R. Rexheuser (Hg.): Die Personalunionen von Sachsen-Polen 1697-1763 und Hannover-England 1714-1837 (Robert Frost)
Die Personalunionen von Sachsen-Polen
1697–1763 und Hannover-England 1714–1837. Ein Vergleich, hg. von
Rex Rexheuser, Wiesbaden (Harrassowitz) 2005, VIII–495 S.
(Deutsches Historisches Institut Warschau. Quellen und Studien, 18),
ISBN 3-447-05168-X, EUR 78,00.
rezensiert von/compte rendu rédigé par
Political Unions have long been treated with suspicion, if not downright distaste, by politicians and historians alike. Ever since it was widely agreed in the nineteenth century among both tribes that the »rise of the nation state« represented the central narrative of political modernity, unions have tended to be seen either as steps on the road to the creation of a greater whole which transcended its parts, or as barriers to progress: pointless attempts to yoke together nations whose ultimate destiny lay in their separate existence. Unions, of their very nature, are messy and often incoherent, with varying degrees of integration of political cultures and institutions; their association by many with national oppression and the strongly-developed narrative of national liberation and self-determination have tended to make them unpopular. Nevertheless, although the twentieth century bore ample testimony to the problems of identifying the nation-state with progress, especially moral progress, and although some politicians and historians have begun to reassess the role of political unions, there have been few coherent or convincing reevaluations of their historical significance; perhaps only Linda Colley has succeeded in placing the nature and role of unions at the centre of historiographical debate, even if her conclusions have proven controversial.
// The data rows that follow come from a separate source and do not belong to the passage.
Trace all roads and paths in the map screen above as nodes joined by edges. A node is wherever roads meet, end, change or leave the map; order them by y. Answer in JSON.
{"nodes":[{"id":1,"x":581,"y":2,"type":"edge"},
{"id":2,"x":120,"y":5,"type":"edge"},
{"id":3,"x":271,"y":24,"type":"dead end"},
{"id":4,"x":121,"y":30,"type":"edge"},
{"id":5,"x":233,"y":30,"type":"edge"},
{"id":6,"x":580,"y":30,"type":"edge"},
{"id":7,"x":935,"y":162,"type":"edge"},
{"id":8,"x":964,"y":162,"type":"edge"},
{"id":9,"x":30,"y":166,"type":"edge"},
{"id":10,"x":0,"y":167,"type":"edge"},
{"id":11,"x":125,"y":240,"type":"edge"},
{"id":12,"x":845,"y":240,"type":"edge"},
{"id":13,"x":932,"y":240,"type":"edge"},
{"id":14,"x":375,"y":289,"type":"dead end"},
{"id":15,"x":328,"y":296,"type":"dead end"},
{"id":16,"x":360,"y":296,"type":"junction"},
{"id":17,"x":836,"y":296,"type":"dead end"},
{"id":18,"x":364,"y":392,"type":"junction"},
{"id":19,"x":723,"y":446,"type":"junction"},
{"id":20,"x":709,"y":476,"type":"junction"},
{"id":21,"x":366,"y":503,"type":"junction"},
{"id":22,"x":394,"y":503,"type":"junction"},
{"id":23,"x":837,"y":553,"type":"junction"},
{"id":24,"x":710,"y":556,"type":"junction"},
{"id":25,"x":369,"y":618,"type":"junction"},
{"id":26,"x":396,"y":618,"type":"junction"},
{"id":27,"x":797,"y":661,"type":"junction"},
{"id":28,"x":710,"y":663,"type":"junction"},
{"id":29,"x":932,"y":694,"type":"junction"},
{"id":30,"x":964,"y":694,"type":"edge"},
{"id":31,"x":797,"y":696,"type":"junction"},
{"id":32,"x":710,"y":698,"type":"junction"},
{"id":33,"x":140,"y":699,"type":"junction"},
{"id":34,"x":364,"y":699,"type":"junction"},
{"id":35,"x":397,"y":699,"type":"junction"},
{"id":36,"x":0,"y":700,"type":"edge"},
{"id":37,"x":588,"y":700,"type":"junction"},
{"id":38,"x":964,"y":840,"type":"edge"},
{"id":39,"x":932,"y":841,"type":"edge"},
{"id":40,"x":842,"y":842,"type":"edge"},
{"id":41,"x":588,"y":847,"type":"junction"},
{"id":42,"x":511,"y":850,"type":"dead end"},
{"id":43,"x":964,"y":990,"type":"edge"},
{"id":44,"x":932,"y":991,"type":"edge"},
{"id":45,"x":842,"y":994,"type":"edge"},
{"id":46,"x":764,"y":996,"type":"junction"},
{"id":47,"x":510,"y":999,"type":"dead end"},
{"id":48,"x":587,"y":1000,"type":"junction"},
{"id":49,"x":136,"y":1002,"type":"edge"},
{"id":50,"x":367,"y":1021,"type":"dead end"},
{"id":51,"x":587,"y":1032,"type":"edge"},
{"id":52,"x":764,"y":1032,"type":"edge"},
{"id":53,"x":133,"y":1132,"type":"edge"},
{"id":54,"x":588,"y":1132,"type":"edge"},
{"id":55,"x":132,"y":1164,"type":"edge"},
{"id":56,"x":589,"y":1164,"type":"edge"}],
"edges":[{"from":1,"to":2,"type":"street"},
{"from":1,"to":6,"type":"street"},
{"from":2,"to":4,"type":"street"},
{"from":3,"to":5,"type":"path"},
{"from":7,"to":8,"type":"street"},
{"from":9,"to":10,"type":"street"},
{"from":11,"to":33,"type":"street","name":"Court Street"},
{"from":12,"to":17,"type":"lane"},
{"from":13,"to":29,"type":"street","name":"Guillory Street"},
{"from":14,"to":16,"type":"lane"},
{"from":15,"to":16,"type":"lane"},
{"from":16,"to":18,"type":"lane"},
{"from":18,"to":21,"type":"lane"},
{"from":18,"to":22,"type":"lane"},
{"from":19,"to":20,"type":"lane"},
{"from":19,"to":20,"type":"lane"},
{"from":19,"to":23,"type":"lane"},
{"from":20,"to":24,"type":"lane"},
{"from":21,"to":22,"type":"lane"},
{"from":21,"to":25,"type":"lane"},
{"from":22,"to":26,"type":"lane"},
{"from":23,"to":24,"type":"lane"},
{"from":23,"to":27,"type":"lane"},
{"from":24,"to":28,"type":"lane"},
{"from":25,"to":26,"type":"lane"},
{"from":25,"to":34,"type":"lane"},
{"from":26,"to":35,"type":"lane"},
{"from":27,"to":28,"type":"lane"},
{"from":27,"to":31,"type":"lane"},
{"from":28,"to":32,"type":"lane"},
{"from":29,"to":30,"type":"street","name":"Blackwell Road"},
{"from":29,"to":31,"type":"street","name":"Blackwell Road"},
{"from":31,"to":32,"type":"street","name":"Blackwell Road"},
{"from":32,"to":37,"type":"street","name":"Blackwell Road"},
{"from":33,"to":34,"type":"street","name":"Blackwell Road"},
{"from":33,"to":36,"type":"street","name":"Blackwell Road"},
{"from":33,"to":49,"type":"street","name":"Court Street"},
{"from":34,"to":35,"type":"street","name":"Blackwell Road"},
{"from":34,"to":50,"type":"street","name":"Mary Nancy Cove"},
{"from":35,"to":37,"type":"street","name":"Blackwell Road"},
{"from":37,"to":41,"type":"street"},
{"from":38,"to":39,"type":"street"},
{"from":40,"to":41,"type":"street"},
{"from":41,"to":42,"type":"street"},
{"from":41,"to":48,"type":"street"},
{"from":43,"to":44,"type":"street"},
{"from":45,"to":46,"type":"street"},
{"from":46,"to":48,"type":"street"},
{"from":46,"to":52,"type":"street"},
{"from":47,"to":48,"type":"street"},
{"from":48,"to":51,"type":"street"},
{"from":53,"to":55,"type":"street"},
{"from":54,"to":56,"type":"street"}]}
Yet in the early modern period the operation of the dynastic principle, combined with an increasing solidification of state structures meant that what historians conventionally term political unions, from simple unions of crowns to deeper relationships based on a melding of political units, were actually rather common, even if not necessarily popular. Many were relatively shortlived or shallow, either failing to survive the brief dynastic moment which produced them, or failing to deepen and thicken as their creators had hoped; others survived and strengthened despite substantial obstacles. Most, however, have been studied overwhelmingly from the points of view of the nations who constituted them; there has been little deep comparative analysis. It was therefore a bold step for the directors of the German Historical Institutes in Warsaw and London, Professor Rex Rexheuser and Professor Peter Wende, to conceive of a conference in Dresden in 1997 which would compare Saxony-Poland and Hanover-Briain: two parallel and almost exactly contemporary early modern unions. The fact that the resultant volume took eight years to emerge and is rather uneven merely reflects the difficulty of the task.
The concept is a good one, for there are indeed many striking points of similarity between the two unions. The conference marked the tricentenary of the election of Frederick Augustus, elector of Saxony, to the Polish crown which he adopted as king Augustus II. If the Hanoverian union with Britain began with the accession of George I in 1714, in a very real sense it was initiated by the 1701 Act of Settlment, a mere four years after Augustus’s election. In both cases a powerful prince of the Holy Roman Empire – itself a form of confederal union – by acquiring the crown of a much bigger, more populous and powerful state, forced his way into the front rank of European rulers. As rulers of German terrritorial states in which they enjoyed – or at least claimed to enjoy – absolute powers in a number of spheres, they came to rule over states with highly developed parliamentary systems which had significantly curbed the powers of the crown. Each had to change his religion, though the shift of George I from Lutheranism to Anglicanism represented a much less momentous step than the conversion to Catholicism of a man who ruled over the very cradle of the Reformation.
The organisers of the conference (at which this reviewer was present) provided a comendably clear framework for the deliberations, which is reflected in the structure of the book. Sections on Saxony-Poland and Hanover-Britain contain roughly parallel essays on the origins of the respective unions, their institutional structures, the viewpoints and interests of the parties to the union, the problems attendant on having one ruler and two states and the role of the court; two of the papers from the original conference are omitted, while a new paper by Nicholas Harding is included, and the book is completed by a comparative section.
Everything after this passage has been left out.